**WORK TO BE COMPLETED:**
How many lines below hold the string "Street"? Report that number alone.

------------------------------------------------------------------------

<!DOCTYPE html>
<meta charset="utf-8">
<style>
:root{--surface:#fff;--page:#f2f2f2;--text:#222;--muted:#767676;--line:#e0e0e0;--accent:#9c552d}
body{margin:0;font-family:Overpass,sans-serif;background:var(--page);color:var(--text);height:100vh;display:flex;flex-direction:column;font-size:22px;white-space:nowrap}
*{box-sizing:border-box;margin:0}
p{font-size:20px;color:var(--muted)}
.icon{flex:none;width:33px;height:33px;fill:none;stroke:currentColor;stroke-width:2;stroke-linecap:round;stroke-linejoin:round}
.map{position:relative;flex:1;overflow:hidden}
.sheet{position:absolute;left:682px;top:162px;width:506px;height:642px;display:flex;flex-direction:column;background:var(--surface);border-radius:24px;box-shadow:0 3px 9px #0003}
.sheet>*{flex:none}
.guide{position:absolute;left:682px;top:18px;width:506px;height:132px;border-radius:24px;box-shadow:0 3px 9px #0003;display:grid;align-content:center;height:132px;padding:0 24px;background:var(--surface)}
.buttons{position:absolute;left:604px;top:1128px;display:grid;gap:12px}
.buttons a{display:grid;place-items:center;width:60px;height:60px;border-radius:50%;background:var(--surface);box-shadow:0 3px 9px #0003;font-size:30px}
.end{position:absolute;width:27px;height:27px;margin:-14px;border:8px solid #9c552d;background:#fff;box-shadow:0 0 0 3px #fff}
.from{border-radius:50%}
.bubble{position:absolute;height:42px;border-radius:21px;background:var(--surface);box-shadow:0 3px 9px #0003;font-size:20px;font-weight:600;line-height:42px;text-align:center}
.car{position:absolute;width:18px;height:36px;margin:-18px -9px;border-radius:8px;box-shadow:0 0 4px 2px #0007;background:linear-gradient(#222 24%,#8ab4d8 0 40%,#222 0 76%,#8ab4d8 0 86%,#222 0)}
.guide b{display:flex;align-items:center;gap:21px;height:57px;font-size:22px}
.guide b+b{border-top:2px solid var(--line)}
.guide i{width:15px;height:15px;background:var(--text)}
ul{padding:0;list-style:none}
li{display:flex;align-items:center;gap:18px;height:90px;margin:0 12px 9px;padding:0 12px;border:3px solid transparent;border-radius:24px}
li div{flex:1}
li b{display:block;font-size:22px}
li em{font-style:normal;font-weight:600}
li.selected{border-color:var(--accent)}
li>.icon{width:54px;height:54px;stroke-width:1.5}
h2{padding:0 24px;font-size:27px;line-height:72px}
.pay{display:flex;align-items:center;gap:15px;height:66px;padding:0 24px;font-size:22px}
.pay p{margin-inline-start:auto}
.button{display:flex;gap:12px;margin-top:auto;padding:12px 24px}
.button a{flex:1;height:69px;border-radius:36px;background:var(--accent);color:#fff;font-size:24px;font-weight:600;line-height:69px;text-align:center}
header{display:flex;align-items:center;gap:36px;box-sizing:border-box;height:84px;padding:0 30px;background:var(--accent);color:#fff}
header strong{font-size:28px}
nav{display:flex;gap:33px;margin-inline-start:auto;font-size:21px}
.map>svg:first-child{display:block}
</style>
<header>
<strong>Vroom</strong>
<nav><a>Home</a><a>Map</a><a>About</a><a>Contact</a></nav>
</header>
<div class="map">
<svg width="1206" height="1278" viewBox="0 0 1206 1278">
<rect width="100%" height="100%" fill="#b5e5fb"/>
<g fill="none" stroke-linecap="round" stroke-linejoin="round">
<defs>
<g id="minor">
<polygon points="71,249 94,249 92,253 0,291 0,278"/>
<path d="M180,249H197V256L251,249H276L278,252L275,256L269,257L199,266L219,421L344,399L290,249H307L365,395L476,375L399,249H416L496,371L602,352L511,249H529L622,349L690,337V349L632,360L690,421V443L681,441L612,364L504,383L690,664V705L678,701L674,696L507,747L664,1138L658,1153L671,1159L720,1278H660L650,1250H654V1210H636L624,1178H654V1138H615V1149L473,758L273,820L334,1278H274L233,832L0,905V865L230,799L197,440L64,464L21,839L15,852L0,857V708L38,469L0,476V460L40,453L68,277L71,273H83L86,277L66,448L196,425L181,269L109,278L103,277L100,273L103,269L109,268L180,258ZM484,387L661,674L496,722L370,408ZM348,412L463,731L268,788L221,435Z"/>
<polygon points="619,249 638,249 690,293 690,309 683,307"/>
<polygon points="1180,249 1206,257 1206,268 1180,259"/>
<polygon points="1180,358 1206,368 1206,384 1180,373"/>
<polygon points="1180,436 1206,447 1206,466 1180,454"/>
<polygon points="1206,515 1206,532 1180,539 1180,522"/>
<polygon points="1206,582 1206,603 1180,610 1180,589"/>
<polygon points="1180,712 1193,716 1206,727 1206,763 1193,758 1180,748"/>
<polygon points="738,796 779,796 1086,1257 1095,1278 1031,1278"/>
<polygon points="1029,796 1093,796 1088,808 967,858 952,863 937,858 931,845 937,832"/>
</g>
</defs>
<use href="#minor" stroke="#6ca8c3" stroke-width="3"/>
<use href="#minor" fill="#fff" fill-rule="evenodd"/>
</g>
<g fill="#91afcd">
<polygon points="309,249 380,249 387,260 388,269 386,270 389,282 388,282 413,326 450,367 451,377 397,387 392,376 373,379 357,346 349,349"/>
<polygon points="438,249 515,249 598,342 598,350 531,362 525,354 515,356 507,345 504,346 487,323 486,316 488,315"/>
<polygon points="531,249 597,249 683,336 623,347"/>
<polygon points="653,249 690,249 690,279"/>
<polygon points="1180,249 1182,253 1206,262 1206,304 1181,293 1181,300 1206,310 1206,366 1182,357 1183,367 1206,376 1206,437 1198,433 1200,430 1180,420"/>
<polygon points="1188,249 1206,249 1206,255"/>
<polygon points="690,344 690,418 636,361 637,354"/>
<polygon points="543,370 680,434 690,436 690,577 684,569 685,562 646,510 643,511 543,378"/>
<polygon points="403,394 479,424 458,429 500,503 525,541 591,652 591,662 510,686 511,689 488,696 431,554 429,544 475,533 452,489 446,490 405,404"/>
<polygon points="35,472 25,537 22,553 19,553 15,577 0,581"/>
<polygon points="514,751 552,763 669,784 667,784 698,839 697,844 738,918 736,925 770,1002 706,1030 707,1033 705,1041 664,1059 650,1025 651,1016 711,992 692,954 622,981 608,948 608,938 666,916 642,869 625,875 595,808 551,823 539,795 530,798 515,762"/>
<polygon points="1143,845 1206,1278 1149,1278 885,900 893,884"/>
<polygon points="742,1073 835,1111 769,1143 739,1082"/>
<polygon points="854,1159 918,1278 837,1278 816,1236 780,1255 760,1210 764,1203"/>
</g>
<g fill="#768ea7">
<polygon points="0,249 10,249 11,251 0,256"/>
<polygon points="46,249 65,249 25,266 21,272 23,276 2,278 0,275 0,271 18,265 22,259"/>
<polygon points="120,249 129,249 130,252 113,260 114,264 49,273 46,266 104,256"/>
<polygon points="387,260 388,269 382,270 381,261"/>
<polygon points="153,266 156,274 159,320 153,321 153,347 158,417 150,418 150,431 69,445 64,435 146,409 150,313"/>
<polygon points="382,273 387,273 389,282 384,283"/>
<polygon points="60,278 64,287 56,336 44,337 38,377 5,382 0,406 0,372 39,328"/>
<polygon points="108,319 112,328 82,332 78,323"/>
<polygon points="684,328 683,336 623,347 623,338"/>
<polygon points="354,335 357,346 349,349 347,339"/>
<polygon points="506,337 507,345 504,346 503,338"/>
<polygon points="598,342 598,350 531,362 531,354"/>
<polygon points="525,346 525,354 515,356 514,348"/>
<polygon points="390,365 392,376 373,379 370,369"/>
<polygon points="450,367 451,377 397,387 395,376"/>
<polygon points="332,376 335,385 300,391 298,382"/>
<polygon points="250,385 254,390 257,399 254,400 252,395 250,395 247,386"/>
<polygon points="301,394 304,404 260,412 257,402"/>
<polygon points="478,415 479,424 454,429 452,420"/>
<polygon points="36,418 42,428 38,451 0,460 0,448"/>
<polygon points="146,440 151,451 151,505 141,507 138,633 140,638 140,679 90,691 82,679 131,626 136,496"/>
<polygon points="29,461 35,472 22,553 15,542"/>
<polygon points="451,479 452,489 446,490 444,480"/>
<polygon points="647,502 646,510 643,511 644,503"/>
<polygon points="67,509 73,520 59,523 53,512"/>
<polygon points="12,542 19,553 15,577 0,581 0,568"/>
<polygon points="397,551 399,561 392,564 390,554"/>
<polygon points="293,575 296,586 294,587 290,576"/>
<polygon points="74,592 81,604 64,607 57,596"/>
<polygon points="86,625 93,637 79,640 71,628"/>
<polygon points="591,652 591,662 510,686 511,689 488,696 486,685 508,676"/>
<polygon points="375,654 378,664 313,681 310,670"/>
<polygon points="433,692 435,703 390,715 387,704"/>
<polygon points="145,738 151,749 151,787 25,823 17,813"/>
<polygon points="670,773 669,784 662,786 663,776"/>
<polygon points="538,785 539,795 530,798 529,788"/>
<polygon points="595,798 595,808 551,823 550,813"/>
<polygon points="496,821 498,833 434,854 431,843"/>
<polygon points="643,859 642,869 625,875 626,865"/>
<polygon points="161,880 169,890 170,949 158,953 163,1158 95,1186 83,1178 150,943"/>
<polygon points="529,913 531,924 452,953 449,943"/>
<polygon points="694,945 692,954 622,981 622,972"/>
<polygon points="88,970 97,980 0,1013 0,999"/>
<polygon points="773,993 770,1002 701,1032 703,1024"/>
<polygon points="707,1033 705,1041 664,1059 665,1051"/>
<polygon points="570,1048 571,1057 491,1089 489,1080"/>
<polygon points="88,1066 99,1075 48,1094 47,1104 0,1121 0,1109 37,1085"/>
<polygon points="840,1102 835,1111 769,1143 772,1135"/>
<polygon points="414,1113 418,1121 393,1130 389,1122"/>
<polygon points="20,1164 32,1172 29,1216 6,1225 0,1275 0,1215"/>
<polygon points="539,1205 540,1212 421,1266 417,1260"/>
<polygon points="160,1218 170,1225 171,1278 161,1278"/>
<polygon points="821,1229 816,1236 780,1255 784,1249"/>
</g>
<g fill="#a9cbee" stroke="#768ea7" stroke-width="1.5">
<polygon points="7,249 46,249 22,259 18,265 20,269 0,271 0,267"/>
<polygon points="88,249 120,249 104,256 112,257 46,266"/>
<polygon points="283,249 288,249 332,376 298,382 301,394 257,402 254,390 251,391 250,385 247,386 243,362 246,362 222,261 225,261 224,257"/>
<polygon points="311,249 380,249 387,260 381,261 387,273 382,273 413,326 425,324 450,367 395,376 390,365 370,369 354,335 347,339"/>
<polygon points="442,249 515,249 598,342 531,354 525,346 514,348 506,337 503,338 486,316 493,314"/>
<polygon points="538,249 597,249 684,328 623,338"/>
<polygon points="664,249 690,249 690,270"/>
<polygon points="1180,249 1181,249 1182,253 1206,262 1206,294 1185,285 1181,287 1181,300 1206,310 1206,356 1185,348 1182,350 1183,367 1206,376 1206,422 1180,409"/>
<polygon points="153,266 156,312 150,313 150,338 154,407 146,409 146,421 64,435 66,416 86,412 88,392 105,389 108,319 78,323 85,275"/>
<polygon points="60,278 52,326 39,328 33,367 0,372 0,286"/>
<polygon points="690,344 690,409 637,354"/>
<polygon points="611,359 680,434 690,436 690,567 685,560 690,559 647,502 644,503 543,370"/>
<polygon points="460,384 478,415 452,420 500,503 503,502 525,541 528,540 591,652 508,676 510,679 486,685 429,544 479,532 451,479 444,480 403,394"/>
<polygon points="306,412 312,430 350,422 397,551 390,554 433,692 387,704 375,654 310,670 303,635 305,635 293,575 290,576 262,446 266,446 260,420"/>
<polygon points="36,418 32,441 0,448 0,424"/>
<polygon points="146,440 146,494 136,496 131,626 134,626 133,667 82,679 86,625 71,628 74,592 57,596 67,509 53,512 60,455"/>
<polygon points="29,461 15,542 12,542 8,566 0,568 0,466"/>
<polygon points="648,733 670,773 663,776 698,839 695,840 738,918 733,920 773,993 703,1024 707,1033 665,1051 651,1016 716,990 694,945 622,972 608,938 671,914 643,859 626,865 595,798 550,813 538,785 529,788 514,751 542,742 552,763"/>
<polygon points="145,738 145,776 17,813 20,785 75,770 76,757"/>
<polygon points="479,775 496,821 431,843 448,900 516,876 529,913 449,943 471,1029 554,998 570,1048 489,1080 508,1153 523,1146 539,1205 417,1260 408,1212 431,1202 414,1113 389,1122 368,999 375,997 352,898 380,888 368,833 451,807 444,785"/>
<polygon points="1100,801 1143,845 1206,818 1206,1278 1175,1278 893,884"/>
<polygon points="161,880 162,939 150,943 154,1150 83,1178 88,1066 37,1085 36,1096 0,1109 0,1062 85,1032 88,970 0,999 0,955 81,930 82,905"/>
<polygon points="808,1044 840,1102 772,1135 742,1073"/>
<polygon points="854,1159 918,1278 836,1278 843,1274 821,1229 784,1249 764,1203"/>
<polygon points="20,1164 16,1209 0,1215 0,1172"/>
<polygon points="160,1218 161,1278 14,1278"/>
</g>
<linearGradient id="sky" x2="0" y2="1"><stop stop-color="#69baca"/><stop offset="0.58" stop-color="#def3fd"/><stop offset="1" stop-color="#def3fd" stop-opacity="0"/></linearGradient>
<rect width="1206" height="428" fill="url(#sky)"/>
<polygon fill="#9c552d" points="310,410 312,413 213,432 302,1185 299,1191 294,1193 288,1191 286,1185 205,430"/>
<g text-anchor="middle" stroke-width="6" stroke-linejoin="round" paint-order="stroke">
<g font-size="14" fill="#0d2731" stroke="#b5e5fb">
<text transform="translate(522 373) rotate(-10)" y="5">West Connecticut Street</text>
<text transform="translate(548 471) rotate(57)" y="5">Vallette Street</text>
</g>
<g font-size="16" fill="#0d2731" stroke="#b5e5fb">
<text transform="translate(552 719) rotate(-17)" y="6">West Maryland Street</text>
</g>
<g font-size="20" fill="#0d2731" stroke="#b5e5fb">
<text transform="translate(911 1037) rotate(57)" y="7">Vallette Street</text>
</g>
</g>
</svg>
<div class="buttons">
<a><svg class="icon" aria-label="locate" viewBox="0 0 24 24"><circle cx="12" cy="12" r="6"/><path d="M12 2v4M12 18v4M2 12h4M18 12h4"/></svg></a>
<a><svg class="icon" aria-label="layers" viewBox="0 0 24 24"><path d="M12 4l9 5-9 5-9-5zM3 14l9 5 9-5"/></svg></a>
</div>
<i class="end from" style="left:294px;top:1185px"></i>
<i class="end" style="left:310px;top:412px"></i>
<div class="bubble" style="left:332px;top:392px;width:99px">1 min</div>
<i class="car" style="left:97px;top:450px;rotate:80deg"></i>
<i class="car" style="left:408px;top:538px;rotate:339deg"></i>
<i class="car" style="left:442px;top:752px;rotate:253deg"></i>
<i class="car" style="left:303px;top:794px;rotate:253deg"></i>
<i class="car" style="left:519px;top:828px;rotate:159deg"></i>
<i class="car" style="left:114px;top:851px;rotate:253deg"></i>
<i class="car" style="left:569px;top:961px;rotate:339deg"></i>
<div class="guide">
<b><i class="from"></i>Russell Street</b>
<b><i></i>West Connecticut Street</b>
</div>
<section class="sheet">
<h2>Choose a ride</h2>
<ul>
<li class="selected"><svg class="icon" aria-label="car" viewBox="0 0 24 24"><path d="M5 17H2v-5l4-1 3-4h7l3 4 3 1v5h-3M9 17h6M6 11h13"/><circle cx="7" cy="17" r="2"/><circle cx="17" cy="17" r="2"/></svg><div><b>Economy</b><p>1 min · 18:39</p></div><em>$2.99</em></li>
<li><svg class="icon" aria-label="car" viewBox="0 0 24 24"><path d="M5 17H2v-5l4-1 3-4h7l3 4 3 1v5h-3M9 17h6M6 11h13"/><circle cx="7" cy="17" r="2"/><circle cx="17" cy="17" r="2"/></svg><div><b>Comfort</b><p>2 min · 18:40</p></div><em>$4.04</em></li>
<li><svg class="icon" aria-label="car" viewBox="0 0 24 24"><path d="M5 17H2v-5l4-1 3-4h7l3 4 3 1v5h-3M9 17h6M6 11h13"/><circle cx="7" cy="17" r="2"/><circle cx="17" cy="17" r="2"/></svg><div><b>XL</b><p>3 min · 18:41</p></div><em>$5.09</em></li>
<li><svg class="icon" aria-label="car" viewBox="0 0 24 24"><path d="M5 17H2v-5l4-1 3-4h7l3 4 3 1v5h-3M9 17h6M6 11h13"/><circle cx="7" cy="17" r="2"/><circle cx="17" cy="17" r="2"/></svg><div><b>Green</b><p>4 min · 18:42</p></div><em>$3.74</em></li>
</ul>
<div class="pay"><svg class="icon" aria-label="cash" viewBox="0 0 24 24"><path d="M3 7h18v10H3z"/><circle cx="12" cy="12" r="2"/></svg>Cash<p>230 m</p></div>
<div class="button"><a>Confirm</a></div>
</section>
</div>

------------------------------------------------------------------------

**RESPONSE TO THE EXERCISE:**
6